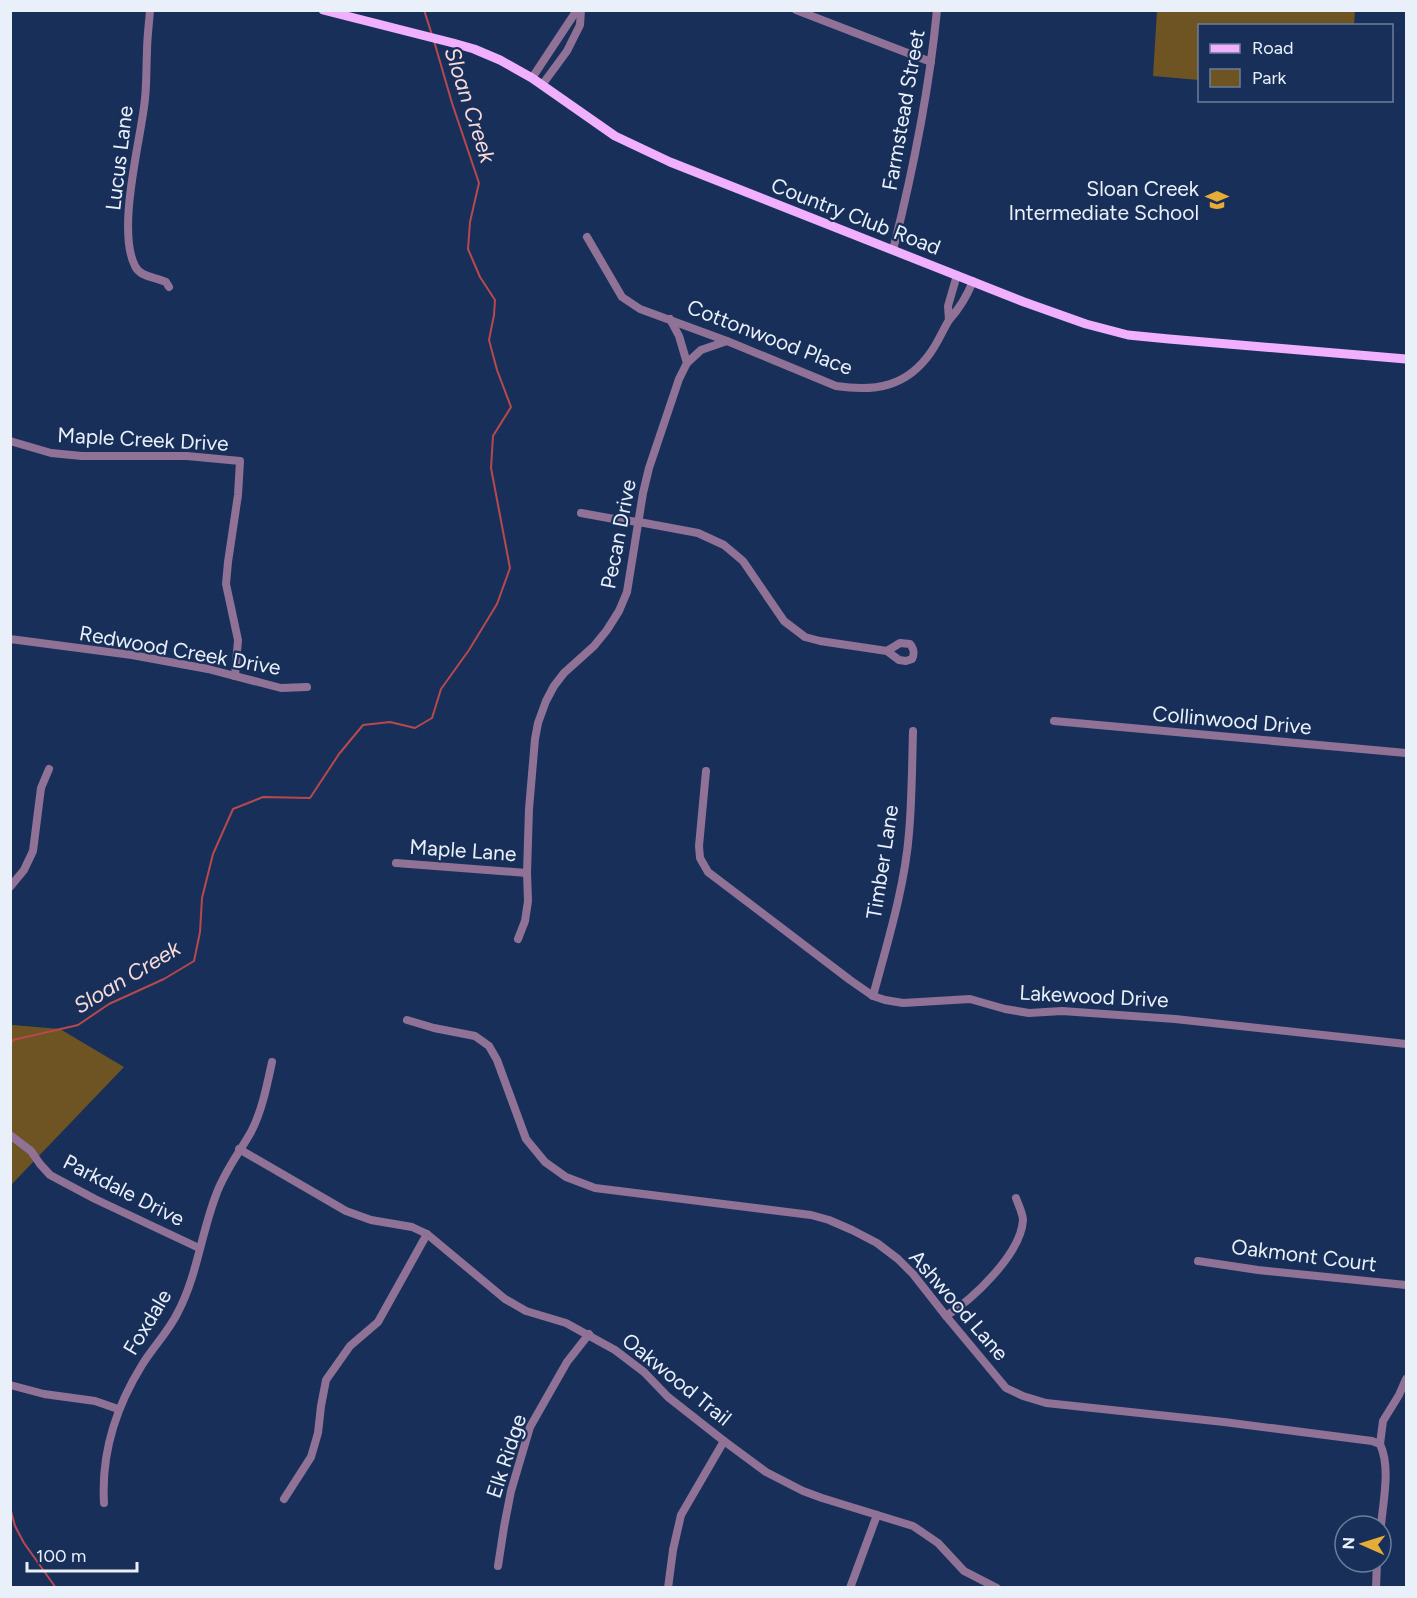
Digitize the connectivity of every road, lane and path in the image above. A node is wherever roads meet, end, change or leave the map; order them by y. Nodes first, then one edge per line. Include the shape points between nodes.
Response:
1 (150, 10) edge
2 (323, 10) edge
3 (579, 10) edge
4 (796, 10) edge
5 (937, 10) edge
6 (932, 62) junction
7 (532, 78) junction
8 (542, 85) junction
9 (587, 237) dead end
10 (893, 250) junction
11 (957, 275) junction
12 (973, 281) junction
13 (169, 288) dead end
14 (670, 319) junction
15 (949, 320) junction
16 (727, 340) junction
17 (1407, 359) edge
18 (687, 363) junction
19 (10, 441) edge
20 (581, 513) dead end
21 (639, 522) junction
22 (10, 639) edge
23 (887, 651) dead end
24 (235, 676) junction
25 (307, 687) dead end
26 (1054, 721) dead end
27 (914, 731) dead end
28 (1407, 753) edge
29 (49, 769) dead end
30 (706, 771) dead end
31 (396, 863) dead end
32 (527, 873) junction
33 (10, 887) edge
34 (518, 939) dead end
35 (873, 996) junction
36 (407, 1020) dead end
37 (1407, 1044) edge
38 (272, 1062) dead end
39 (10, 1135) edge
40 (239, 1149) junction
41 (1017, 1198) dead end
42 (427, 1234) junction
43 (199, 1248) junction
44 (1198, 1261) dead end
45 (1407, 1285) edge
46 (946, 1316) junction
47 (589, 1334) junction
48 (1407, 1379) edge
49 (10, 1385) edge
50 (118, 1409) junction
51 (724, 1441) junction
52 (1380, 1444) junction
53 (284, 1499) dead end
54 (104, 1503) dead end
55 (1382, 1514) edge
56 (877, 1515) junction
57 (498, 1566) dead end
58 (668, 1587) edge
59 (850, 1587) edge
60 (998, 1587) edge

1 - 13 street, Lucus Lane via 146,89 128,238 132,259 140,273 166,282
2 - 7 main road, Country Club Road via 474,49
3 - 7 street
3 - 8 street via 579,26 567,51
4 - 6 street
5 - 6 street, Farmstead Street
6 - 10 street, Farmstead Street via 914,165
7 - 8 main road, Country Club Road
8 - 10 main road, Country Club Road via 615,135 670,162
9 - 14 street, Cottonwood Place via 622,297 640,309
10 - 11 main road, Country Club Road
11 - 12 main road, Country Club Road
11 - 15 street, Cottonwood Place via 948,306
12 - 15 street, Cottonwood Place
12 - 17 main road, Country Club Road via 1086,324 1128,334
14 - 16 street, Cottonwood Place
14 - 18 street
15 - 16 street, Cottonwood Place via 916,369 894,383 874,388 836,386
16 - 18 street via 701,350
18 - 21 street, Pecan Drive via 649,468
19 - 24 street, Maple Creek Drive via 51,453 82,456 187,456 240,461 225,584 238,640
20 - 21 street
21 - 23 street via 698,533 724,545 743,561 784,621 805,637
21 - 32 street, Pecan Drive via 627,592 620,610 607,630 554,686 538,723
22 - 24 street, Redwood Creek Drive via 132,656
24 - 25 street, Redwood Creek Drive via 281,688
26 - 28 street, Collinwood Drive
27 - 35 street, Timber Lane via 908,843
29 - 33 street via 42,788 33,851
30 - 35 street, Lakewood Drive via 699,846 708,872
31 - 32 street, Maple Lane
32 - 34 street, Pecan Drive via 528,901
35 - 37 street, Lakewood Drive via 903,1003 970,999 1029,1013 1062,1011 1175,1019
36 - 46 street, Ashwood Lane via 475,1036 489,1046 526,1139 545,1162 566,1177 595,1188 829,1220 877,1243 898,1259
38 - 40 street, Foxdale via 252,1130
39 - 43 street, Parkdale Drive via 31,1151 50,1175
40 - 42 street, Oakwood Trail via 346,1211
40 - 43 street, Foxdale via 216,1195
41 - 46 street via 1023,1219 1015,1247 963,1305
42 - 47 street, Oakwood Trail via 505,1299
42 - 53 street via 378,1322 350,1346 326,1380 312,1457
43 - 50 street, Foxdale via 178,1314 142,1364
44 - 45 street, Oakmont Court
46 - 52 street, Ashwood Lane via 1006,1389 1046,1403
47 - 51 street, Oakwood Trail via 632,1362 668,1397
47 - 57 street, Elk Ridge via 567,1362 531,1427 511,1491
48 - 52 street via 1383,1421
49 - 50 street
50 - 54 street, Foxdale via 106,1450
51 - 56 street, Oakwood Trail via 766,1472 802,1491
51 - 58 street via 681,1515
52 - 55 street via 1385,1480
56 - 59 street
56 - 60 street, Oakwood Trail via 919,1529 964,1570

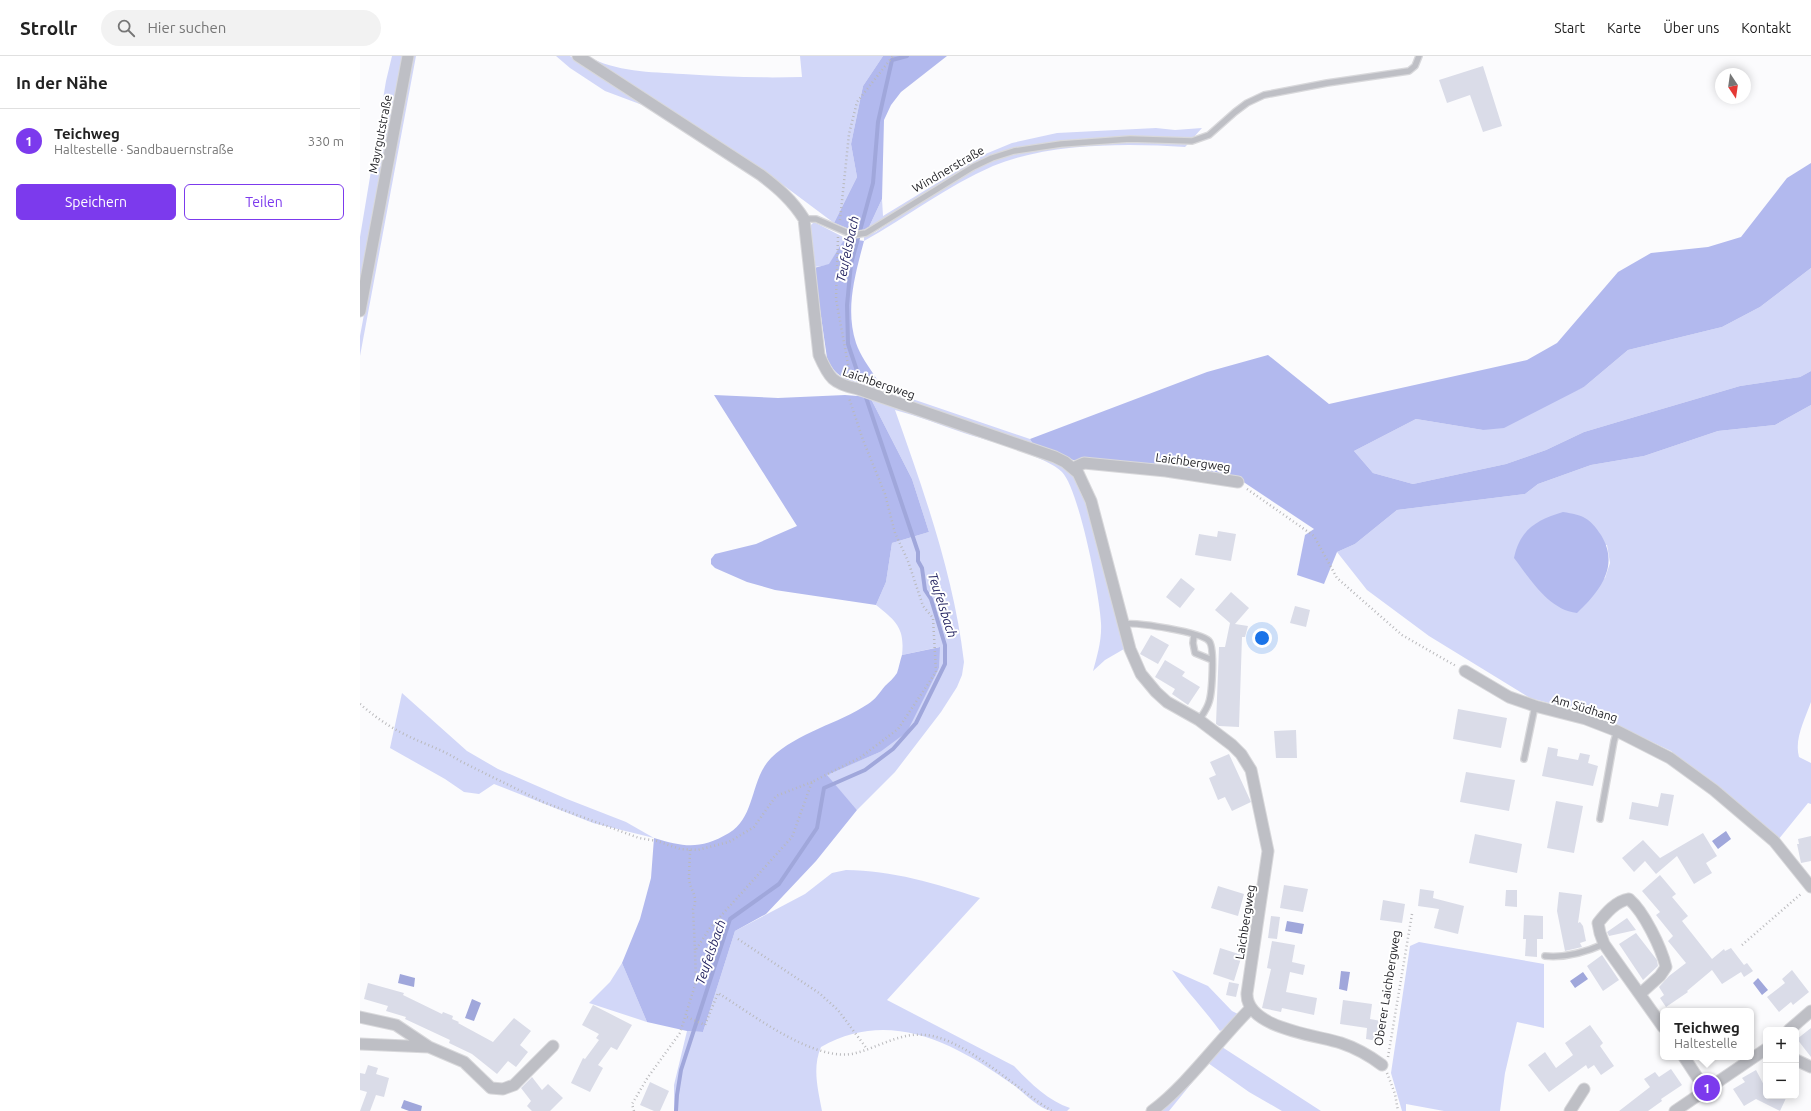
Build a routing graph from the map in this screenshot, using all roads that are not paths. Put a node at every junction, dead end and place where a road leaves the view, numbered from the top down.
1 (408, 56) edge
2 (578, 56) edge
3 (1419, 56) edge
4 (804, 219) junction
5 (360, 311) edge
6 (1073, 468) junction
7 (1238, 482) road end
8 (1124, 624) junction
9 (1194, 635) junction
10 (1212, 660) junction
11 (1465, 671) road end
12 (1535, 706) junction
13 (1199, 720) junction
14 (1617, 731) junction
15 (1524, 759) dead end
16 (1600, 819) dead end
17 (1810, 886) edge
18 (1604, 944) junction
19 (1545, 956) dead end
20 (1640, 994) junction
21 (1250, 1009) junction
22 (1811, 1012) edge
23 (360, 1017) edge
24 (1660, 1023) edge
25 (1794, 1027) edge
26 (360, 1044) edge
27 (553, 1046) dead end
28 (429, 1047) junction
29 (1763, 1051) edge
30 (1754, 1057) edge
31 (1686, 1060) edge
32 (1749, 1060) edge
33 (1799, 1061) edge
34 (1382, 1065) road end
35 (1811, 1067) edge
36 (1584, 1089) dead end
37 (1705, 1089) junction
38 (1152, 1111) edge
39 (1570, 1111) edge
40 (1675, 1111) edge

1 - 5 street, Mayrgutstraße
2 - 4 street
3 - 4 lane, Windnerstraße
4 - 6 street, Laichbergweg
6 - 7 street, Laichbergweg
6 - 8 street, Laichbergweg
8 - 9 lane
8 - 13 street, Laichbergweg
9 - 10 lane
9 - 10 lane
10 - 13 lane
11 - 12 street, Am Südhang
12 - 14 street, Am Südhang
12 - 15 lane
13 - 21 street, Laichbergweg
14 - 16 lane
14 - 17 street, Am Südhang
18 - 19 lane
18 - 20 street
18 - 20 street
20 - 24 street
21 - 34 street, Oberer Laichbergweg
21 - 38 street
22 - 25 street
23 - 28 street
26 - 28 street
27 - 28 street
29 - 30 street
31 - 37 street
32 - 37 street
33 - 35 street
36 - 39 street
37 - 40 street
----------------
Work instructions
Find all lines in the records that hold the word "Pecan". Copy them.

Response below
18 - 21 street, Pecan Drive via 649,468
21 - 32 street, Pecan Drive via 627,592 620,610 607,630 554,686 538,723
32 - 34 street, Pecan Drive via 528,901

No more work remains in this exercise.